EXERCISE DETAILS
Copy out each line of the data that holds the word "every".

Stored records:

↓

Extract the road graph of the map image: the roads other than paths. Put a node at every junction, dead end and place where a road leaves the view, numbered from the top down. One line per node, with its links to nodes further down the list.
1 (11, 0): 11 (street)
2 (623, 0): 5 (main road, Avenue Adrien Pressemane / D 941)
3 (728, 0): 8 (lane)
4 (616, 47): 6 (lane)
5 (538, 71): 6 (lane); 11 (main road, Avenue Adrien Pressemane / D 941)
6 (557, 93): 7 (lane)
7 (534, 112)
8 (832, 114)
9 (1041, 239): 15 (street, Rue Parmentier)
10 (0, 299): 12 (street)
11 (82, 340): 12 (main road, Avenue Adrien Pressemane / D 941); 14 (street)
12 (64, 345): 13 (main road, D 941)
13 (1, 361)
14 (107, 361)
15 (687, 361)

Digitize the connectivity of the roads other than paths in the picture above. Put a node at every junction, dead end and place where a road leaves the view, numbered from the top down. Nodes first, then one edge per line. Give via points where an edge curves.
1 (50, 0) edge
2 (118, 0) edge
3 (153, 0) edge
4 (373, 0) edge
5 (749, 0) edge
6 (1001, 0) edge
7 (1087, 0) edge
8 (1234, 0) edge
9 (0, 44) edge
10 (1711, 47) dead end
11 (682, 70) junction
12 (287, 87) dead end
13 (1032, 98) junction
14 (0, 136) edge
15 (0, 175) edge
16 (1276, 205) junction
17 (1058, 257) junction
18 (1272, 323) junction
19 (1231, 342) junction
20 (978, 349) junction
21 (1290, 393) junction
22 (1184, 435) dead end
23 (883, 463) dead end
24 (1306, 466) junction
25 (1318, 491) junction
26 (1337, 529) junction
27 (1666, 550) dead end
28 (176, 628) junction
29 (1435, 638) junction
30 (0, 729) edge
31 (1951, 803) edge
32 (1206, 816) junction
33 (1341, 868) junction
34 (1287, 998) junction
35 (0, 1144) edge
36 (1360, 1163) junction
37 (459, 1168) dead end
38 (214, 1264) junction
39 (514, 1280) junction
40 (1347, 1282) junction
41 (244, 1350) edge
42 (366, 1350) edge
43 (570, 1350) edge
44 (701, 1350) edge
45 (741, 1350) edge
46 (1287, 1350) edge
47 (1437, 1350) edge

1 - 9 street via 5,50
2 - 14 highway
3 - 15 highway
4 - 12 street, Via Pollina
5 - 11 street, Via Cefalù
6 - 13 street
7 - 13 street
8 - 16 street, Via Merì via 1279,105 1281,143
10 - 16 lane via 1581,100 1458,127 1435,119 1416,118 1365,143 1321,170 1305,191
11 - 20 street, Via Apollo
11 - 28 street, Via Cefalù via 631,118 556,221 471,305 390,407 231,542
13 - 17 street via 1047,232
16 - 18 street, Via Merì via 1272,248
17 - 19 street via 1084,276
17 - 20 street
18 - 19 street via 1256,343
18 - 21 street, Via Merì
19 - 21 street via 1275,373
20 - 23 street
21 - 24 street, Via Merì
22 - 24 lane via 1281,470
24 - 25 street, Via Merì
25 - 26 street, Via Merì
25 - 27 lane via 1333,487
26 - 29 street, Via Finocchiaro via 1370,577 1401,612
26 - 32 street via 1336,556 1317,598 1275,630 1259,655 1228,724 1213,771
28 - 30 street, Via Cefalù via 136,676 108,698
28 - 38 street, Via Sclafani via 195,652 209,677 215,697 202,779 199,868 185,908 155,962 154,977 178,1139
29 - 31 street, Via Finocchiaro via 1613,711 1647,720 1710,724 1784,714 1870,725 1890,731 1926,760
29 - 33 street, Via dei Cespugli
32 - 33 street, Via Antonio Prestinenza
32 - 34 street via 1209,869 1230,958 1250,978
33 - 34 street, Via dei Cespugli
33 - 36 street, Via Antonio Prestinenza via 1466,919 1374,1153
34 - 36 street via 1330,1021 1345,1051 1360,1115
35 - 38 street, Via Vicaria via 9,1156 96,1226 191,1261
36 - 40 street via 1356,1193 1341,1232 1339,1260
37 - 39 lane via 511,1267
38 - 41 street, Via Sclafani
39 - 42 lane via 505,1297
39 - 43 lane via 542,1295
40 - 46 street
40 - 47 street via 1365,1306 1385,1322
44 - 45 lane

↑

OUTPUT OF THE EXERCISE
Extract the road graph of the map image: the roads other than paths. Put a node at every junction, dead end and place where a road leaves the view, numbered from the top down. One line per node, with its links to nodes further down the list.
Digitize the connectivity of the roads other than paths in the picture above. Put a node at every junction, dead end and place where a road leaves the view, numbered from the top down. Nodes first, then one edge per line. Give via points where an edge curves.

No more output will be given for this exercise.